Source material:
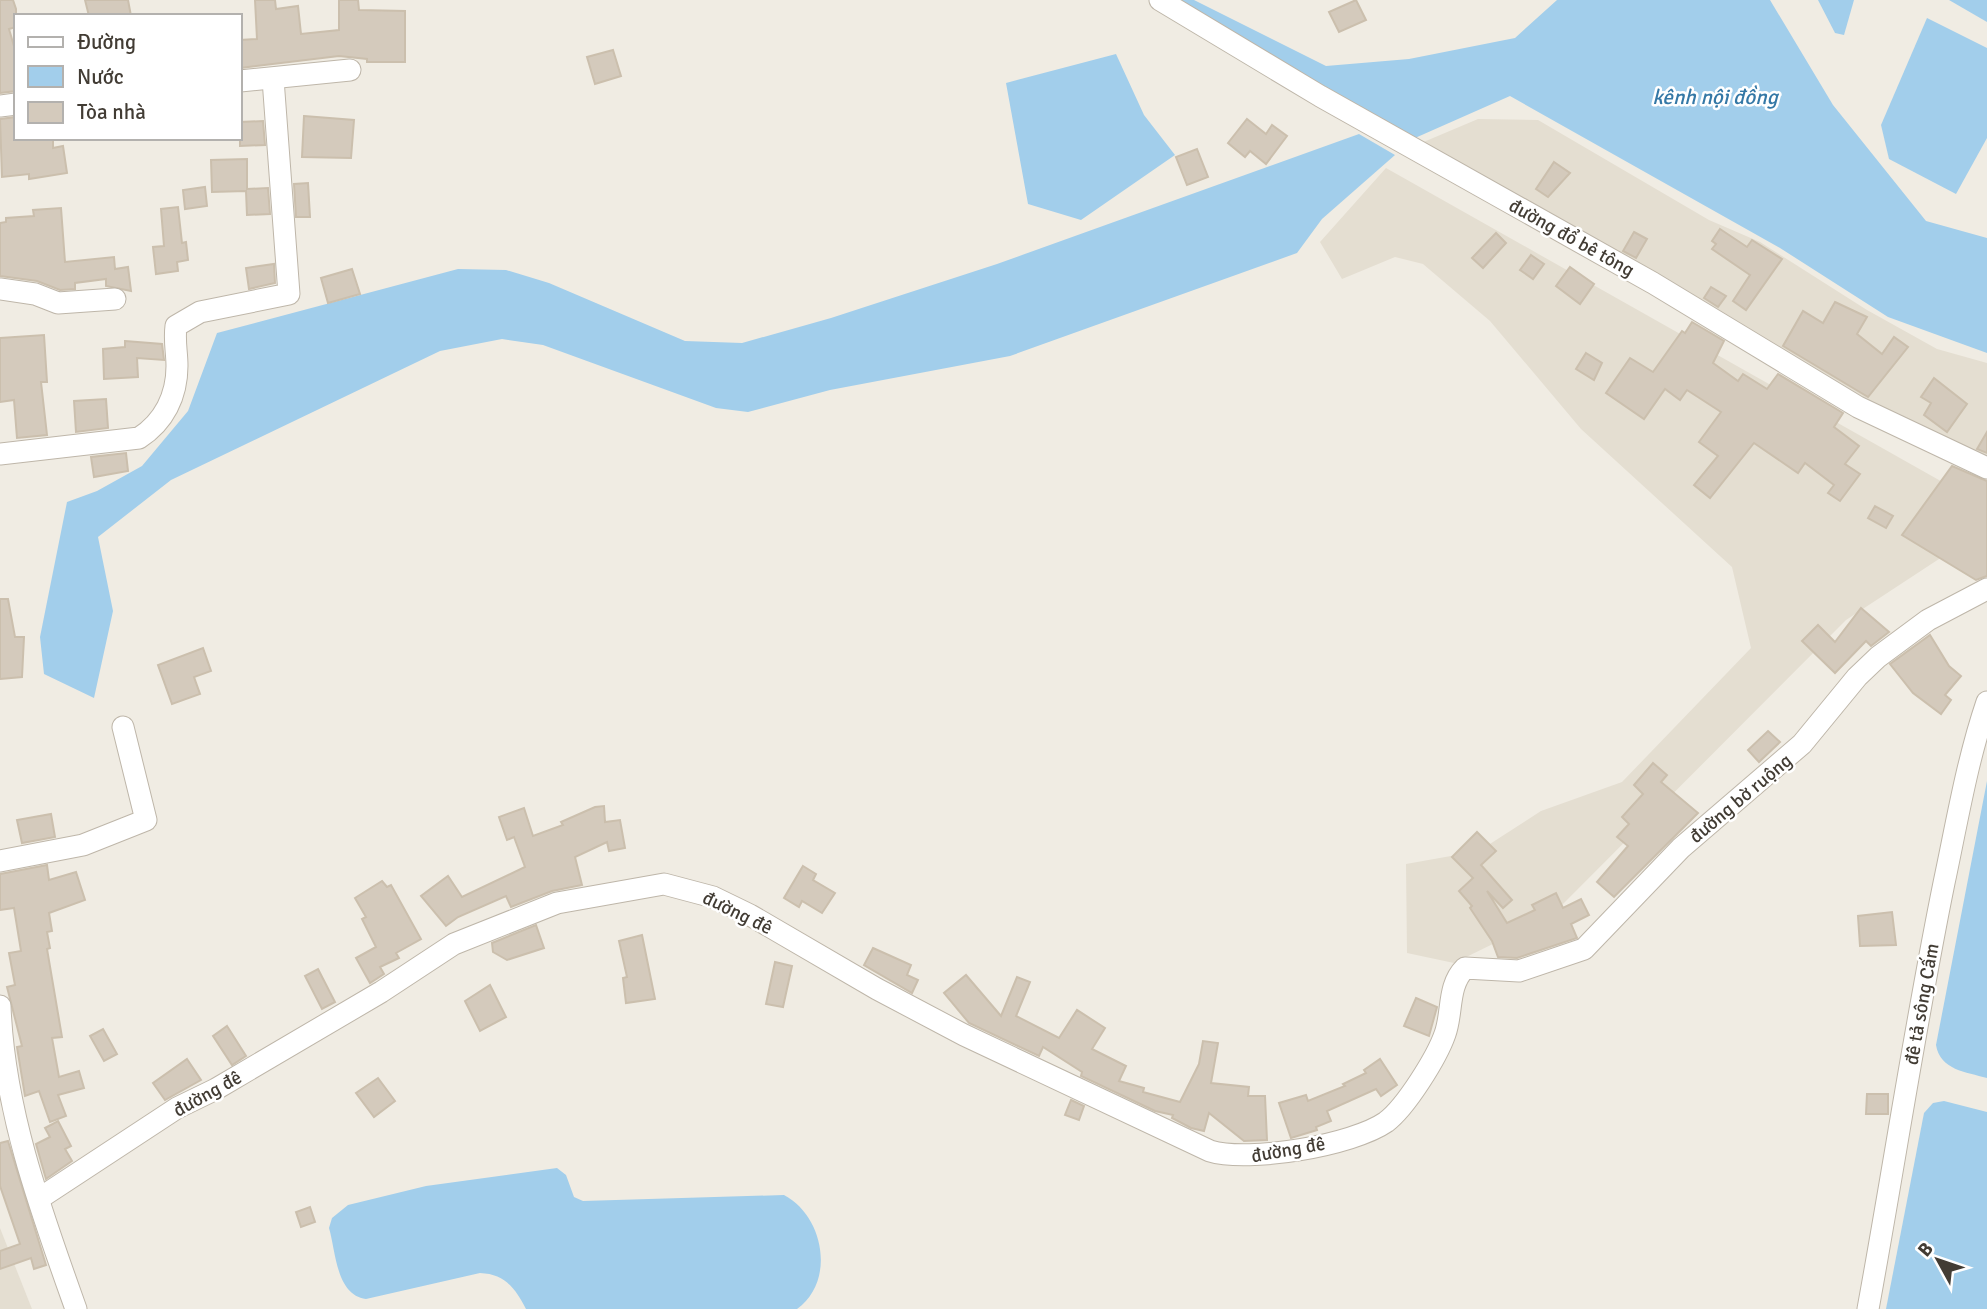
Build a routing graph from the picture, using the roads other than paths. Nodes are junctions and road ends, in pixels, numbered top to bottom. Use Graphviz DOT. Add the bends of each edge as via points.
graph roads {
  1 [pos="1160,0"];
  2 [pos="350,70"];
  3 [pos="273,79"];
  4 [pos="242,81"];
  5 [pos="0,289"];
  6 [pos="115,299"];
  7 [pos="0,454"];
  8 [pos="1987,468"];
  9 [pos="1987,589"];
  10 [pos="1987,702"];
  11 [pos="123,727"];
  12 [pos="0,861"];
  13 [pos="1478,968"];
  14 [pos="0,1006"];
  15 [pos="40,1198"];
  16 [pos="76,1309"];
  17 [pos="1868,1309"];
  1 -- 8 [label="street, đường đổ bê tông" via="1320,96 1664,289 1858,407"];
  2 -- 3 [label="street"];
  3 -- 4 [label="street"];
  3 -- 7 [label="street" via="289,294 200,312 176,326 177,366 171,402 154,428 139,438"];
  5 -- 6 [label="street" via="58,303"];
  9 -- 13 [label="street, đường bờ ruộng" via="1928,620 1878,657 1802,744 1688,841 1584,949 1533,968 1509,972"];
  10 -- 17 [label="street, đê tả sông Cấm" via="1972,747 1919,1004"];
  11 -- 12 [label="street" via="146,820 83,845"];
  13 -- 15 [label="street, đường đê" via="1461,972 1450,1001 1445,1035 1404,1104 1387,1120 1367,1133 1280,1153 1235,1157 1210,1151 1025,1066 713,897 664,884 627,889 557,903 454,944 381,992 177,1108"];
  14 -- 15 [label="street" via="14,1114"];
  15 -- 16 [label="street"];
}
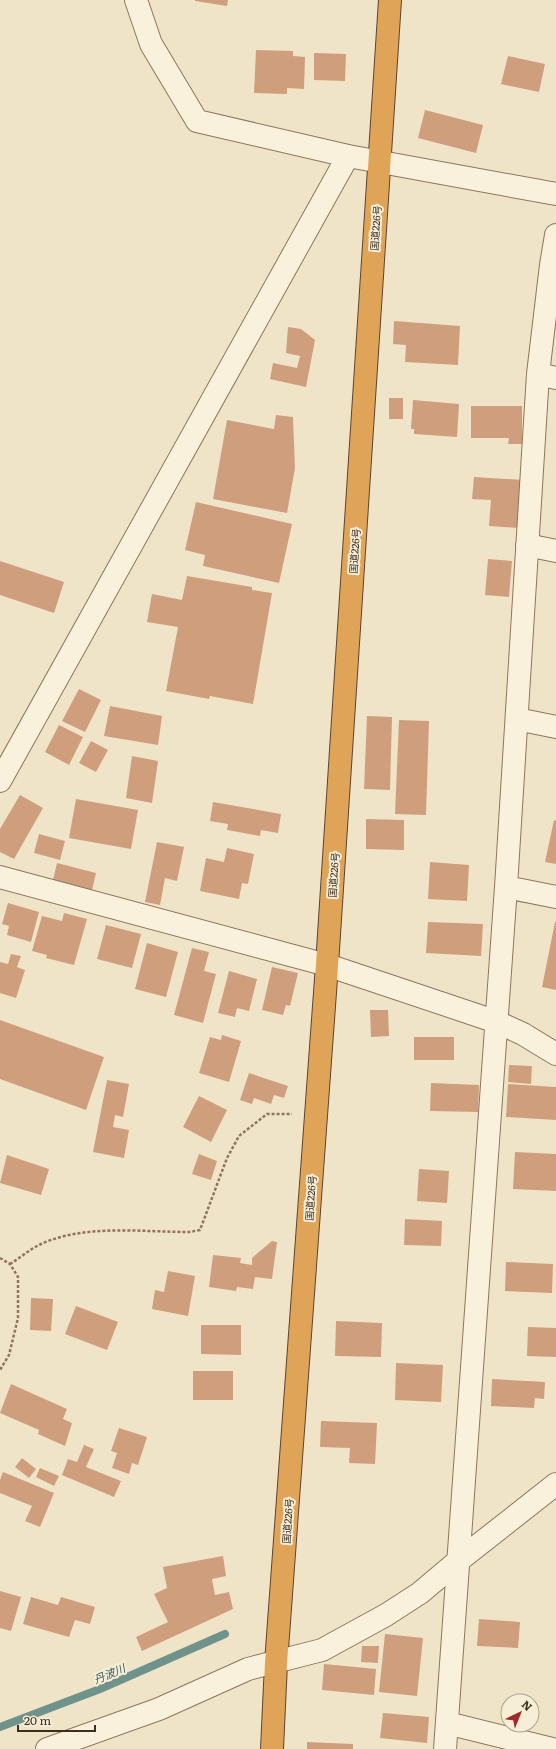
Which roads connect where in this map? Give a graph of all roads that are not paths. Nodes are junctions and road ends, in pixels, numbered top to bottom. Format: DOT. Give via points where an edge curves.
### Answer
graph roads {
  1 [pos="136,0"];
  2 [pos="390,0"];
  3 [pos="348,156"];
  4 [pos="379,163"];
  5 [pos="556,194"];
  6 [pos="556,235"];
  7 [pos="547,376"];
  8 [pos="527,545"];
  9 [pos="556,551"];
  10 [pos="517,719"];
  11 [pos="556,726"];
  12 [pos="0,781"];
  13 [pos="0,877"];
  14 [pos="506,887"];
  15 [pos="556,897"];
  16 [pos="327,965"];
  17 [pos="497,1022"];
  18 [pos="556,1054"];
  19 [pos="556,1484"];
  20 [pos="458,1561"];
  21 [pos="276,1662"];
  22 [pos="447,1723"];
  23 [pos="47,1749"];
  24 [pos="272,1749"];
  25 [pos="445,1749"];
  26 [pos="552,1749"];
  1 -- 3 [label="street" via="150,44 197,121"];
  2 -- 4 [label="highway, 国道226号"];
  3 -- 4 [label="street"];
  3 -- 12 [label="street"];
  4 -- 5 [label="street"];
  4 -- 16 [label="highway, 国道226号"];
  6 -- 7 [label="street" via="551,265"];
  7 -- 8 [label="street"];
  8 -- 9 [label="street"];
  8 -- 10 [label="street"];
  10 -- 11 [label="street"];
  10 -- 14 [label="street"];
  13 -- 16 [label="street"];
  14 -- 15 [label="street"];
  14 -- 17 [label="street"];
  16 -- 17 [label="street"];
  16 -- 21 [label="highway, 国道226号"];
  17 -- 18 [label="street"];
  17 -- 20 [label="street"];
  19 -- 20 [label="street"];
  20 -- 21 [label="street" via="420,1593 343,1640 322,1650"];
  20 -- 22 [label="street"];
  21 -- 23 [label="street" via="248,1669 159,1709"];
  21 -- 24 [label="highway, 国道226号"];
  22 -- 25 [label="street"];
  22 -- 26 [label="street"];
}
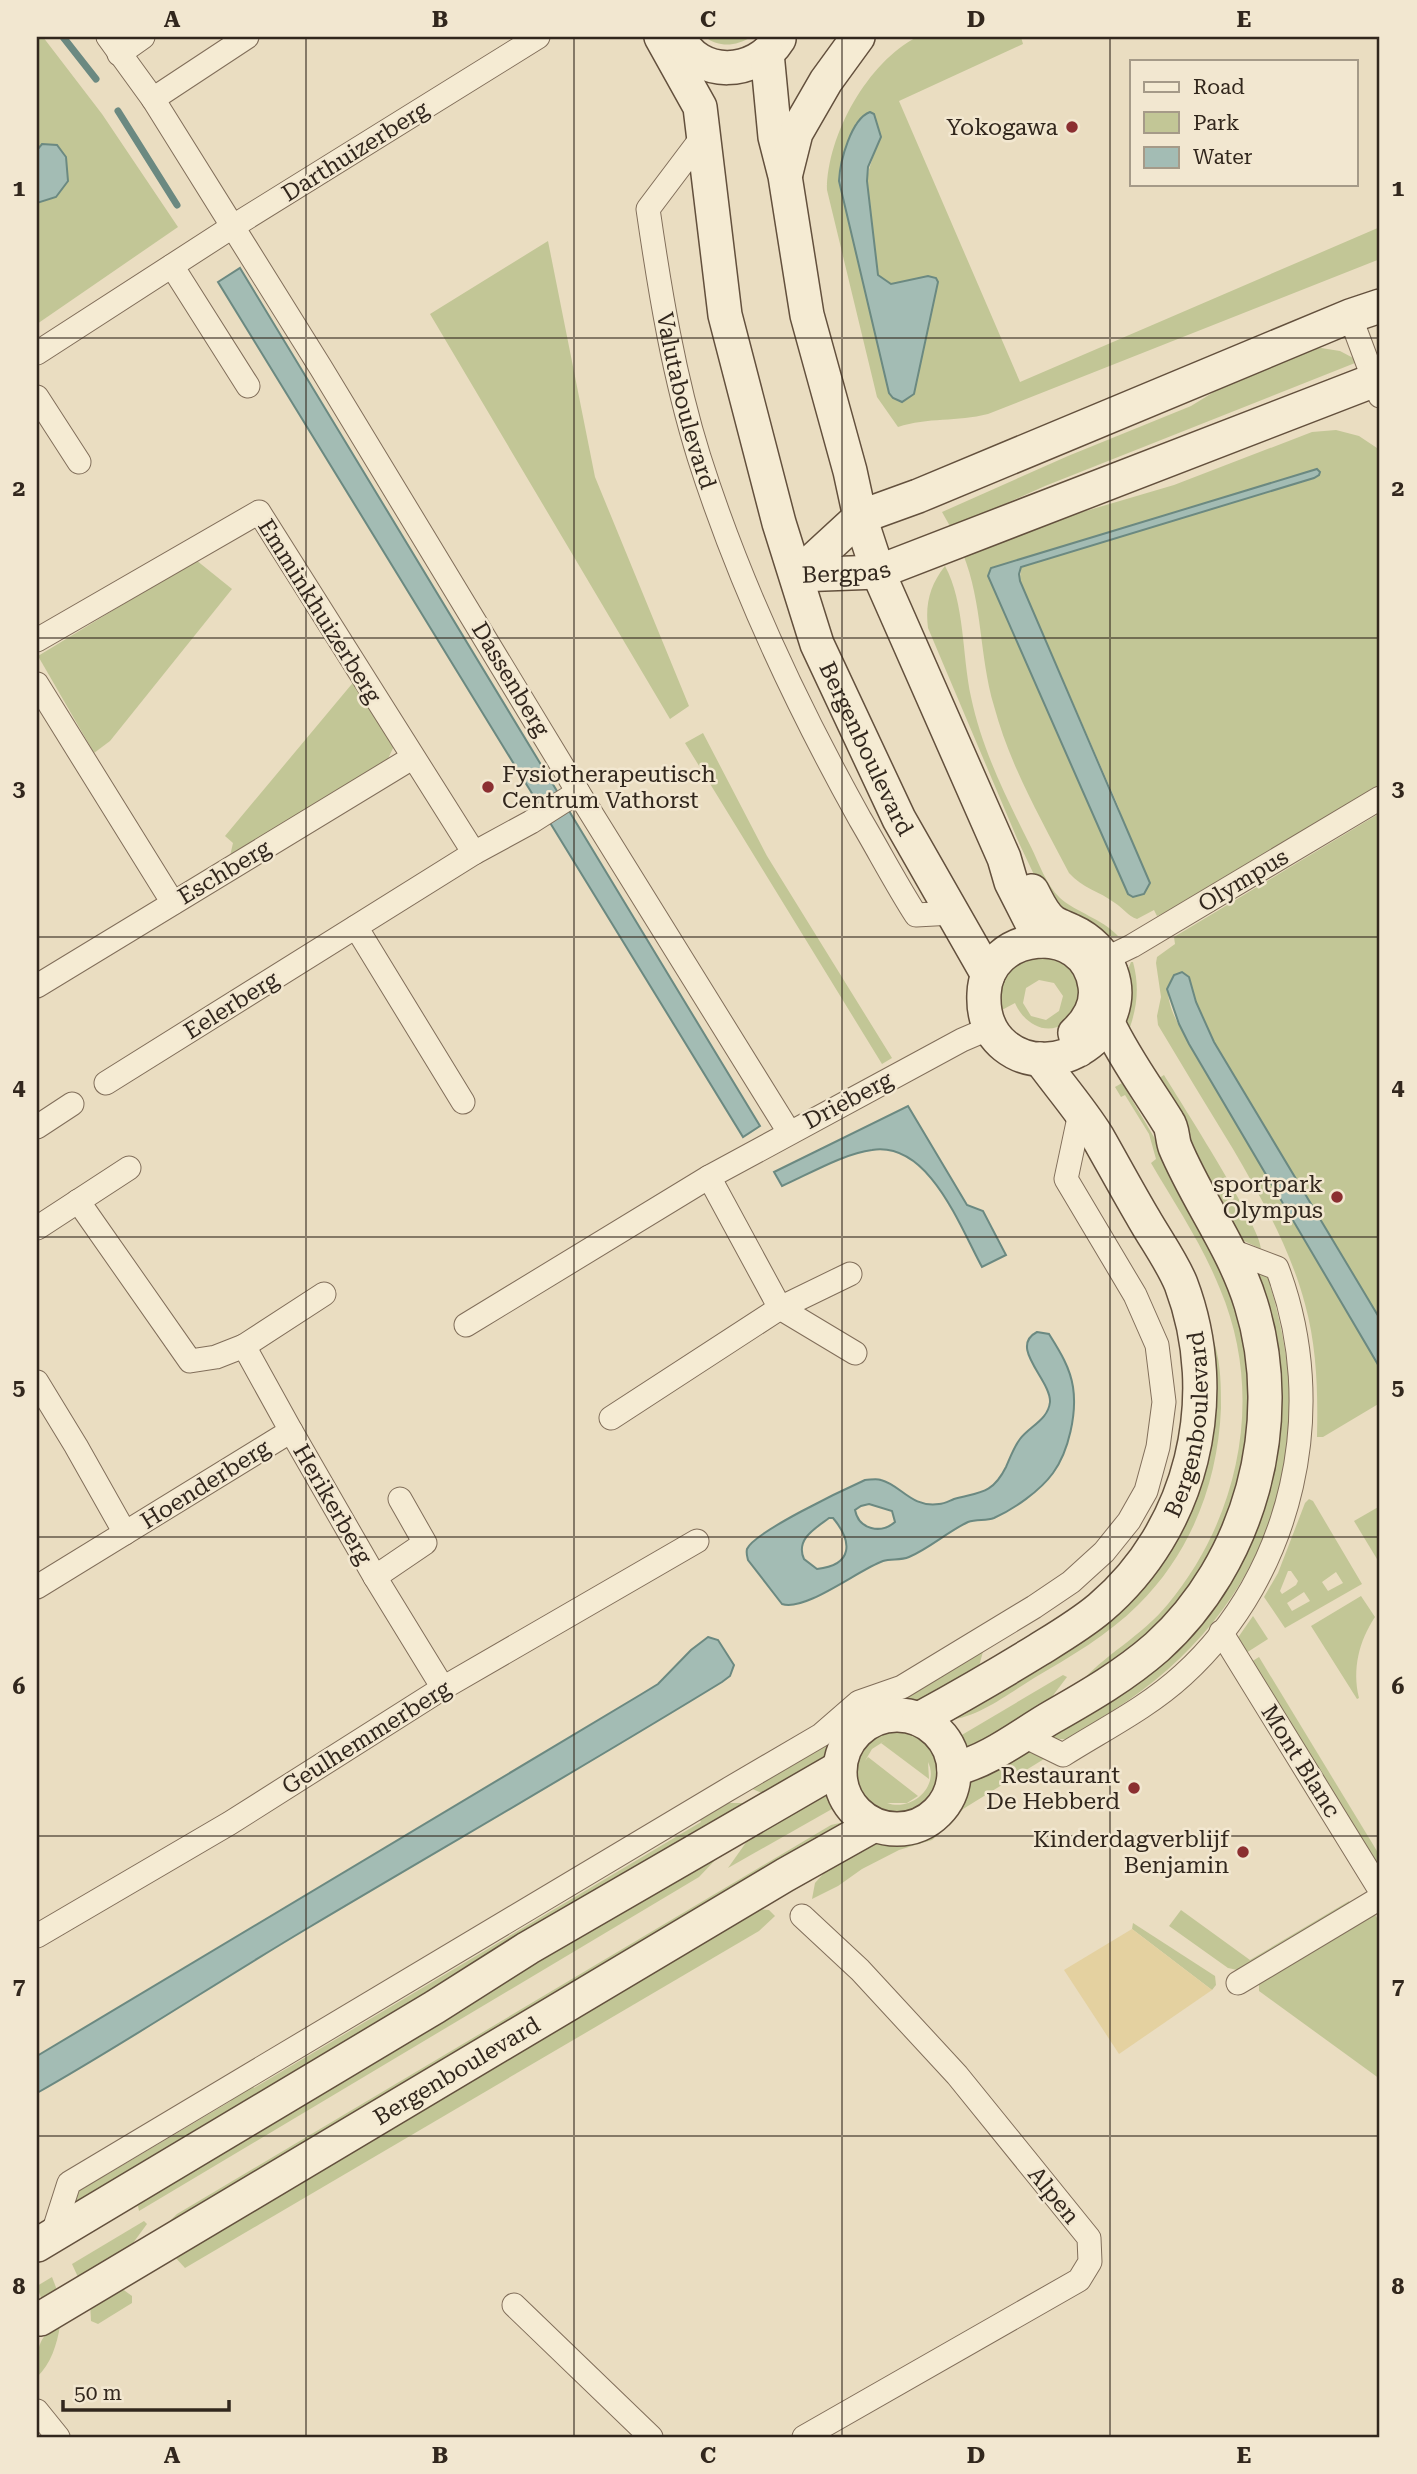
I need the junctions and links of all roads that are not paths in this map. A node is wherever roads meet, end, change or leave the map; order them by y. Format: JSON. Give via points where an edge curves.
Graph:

What is needed: The answer must be an exact copy of the records, with no pictures in it.

Answer section:
Build a routing graph from the picture, using the roads other than paths. Nodes are junctions and road ends, in pixels, numbered top to bottom. Use Graphviz DOT. Add the bends of each edge as via points.
graph roads {
  1 [pos="1160,0"];
  2 [pos="350,70"];
  3 [pos="273,79"];
  4 [pos="242,81"];
  5 [pos="0,289"];
  6 [pos="115,299"];
  7 [pos="0,454"];
  8 [pos="1987,468"];
  9 [pos="1987,589"];
  10 [pos="1987,702"];
  11 [pos="123,727"];
  12 [pos="0,861"];
  13 [pos="1478,968"];
  14 [pos="0,1006"];
  15 [pos="40,1198"];
  16 [pos="76,1309"];
  17 [pos="1868,1309"];
  1 -- 8 [label="street, đường đổ bê tông" via="1320,96 1664,289 1858,407"];
  2 -- 3 [label="street"];
  3 -- 4 [label="street"];
  3 -- 7 [label="street" via="289,294 200,312 176,326 177,366 171,402 154,428 139,438"];
  5 -- 6 [label="street" via="58,303"];
  9 -- 13 [label="street, đường bờ ruộng" via="1928,620 1878,657 1802,744 1688,841 1584,949 1533,968 1509,972"];
  10 -- 17 [label="street, đê tả sông Cấm" via="1972,747 1919,1004"];
  11 -- 12 [label="street" via="146,820 83,845"];
  13 -- 15 [label="street, đường đê" via="1461,972 1450,1001 1445,1035 1404,1104 1387,1120 1367,1133 1280,1153 1235,1157 1210,1151 1025,1066 713,897 664,884 627,889 557,903 454,944 381,992 177,1108"];
  14 -- 15 [label="street" via="14,1114"];
  15 -- 16 [label="street"];
}
Which roads connect where in this map? Give a graph of all roads that are not paths. Nodes are junctions and road ends, in pixels, numbered top to bottom. Format: DOT. Give via points where an edge curves.
### Answer
graph roads {
  1 [pos="136,0"];
  2 [pos="390,0"];
  3 [pos="348,156"];
  4 [pos="379,163"];
  5 [pos="556,194"];
  6 [pos="556,235"];
  7 [pos="547,376"];
  8 [pos="527,545"];
  9 [pos="556,551"];
  10 [pos="517,719"];
  11 [pos="556,726"];
  12 [pos="0,781"];
  13 [pos="0,877"];
  14 [pos="506,887"];
  15 [pos="556,897"];
  16 [pos="327,965"];
  17 [pos="497,1022"];
  18 [pos="556,1054"];
  19 [pos="556,1484"];
  20 [pos="458,1561"];
  21 [pos="276,1662"];
  22 [pos="447,1723"];
  23 [pos="47,1749"];
  24 [pos="272,1749"];
  25 [pos="445,1749"];
  26 [pos="552,1749"];
  1 -- 3 [label="street" via="150,44 197,121"];
  2 -- 4 [label="highway, 国道226号"];
  3 -- 4 [label="street"];
  3 -- 12 [label="street"];
  4 -- 5 [label="street"];
  4 -- 16 [label="highway, 国道226号"];
  6 -- 7 [label="street" via="551,265"];
  7 -- 8 [label="street"];
  8 -- 9 [label="street"];
  8 -- 10 [label="street"];
  10 -- 11 [label="street"];
  10 -- 14 [label="street"];
  13 -- 16 [label="street"];
  14 -- 15 [label="street"];
  14 -- 17 [label="street"];
  16 -- 17 [label="street"];
  16 -- 21 [label="highway, 国道226号"];
  17 -- 18 [label="street"];
  17 -- 20 [label="street"];
  19 -- 20 [label="street"];
  20 -- 21 [label="street" via="420,1593 343,1640 322,1650"];
  20 -- 22 [label="street"];
  21 -- 23 [label="street" via="248,1669 159,1709"];
  21 -- 24 [label="highway, 国道226号"];
  22 -- 25 [label="street"];
  22 -- 26 [label="street"];
}
I need the junctions and links of all roads that are not paths in this map. A node is wherever roads meet, end, change or leave the map; order them by y. Format: JSON. Give via points where an edge curves.
Graph:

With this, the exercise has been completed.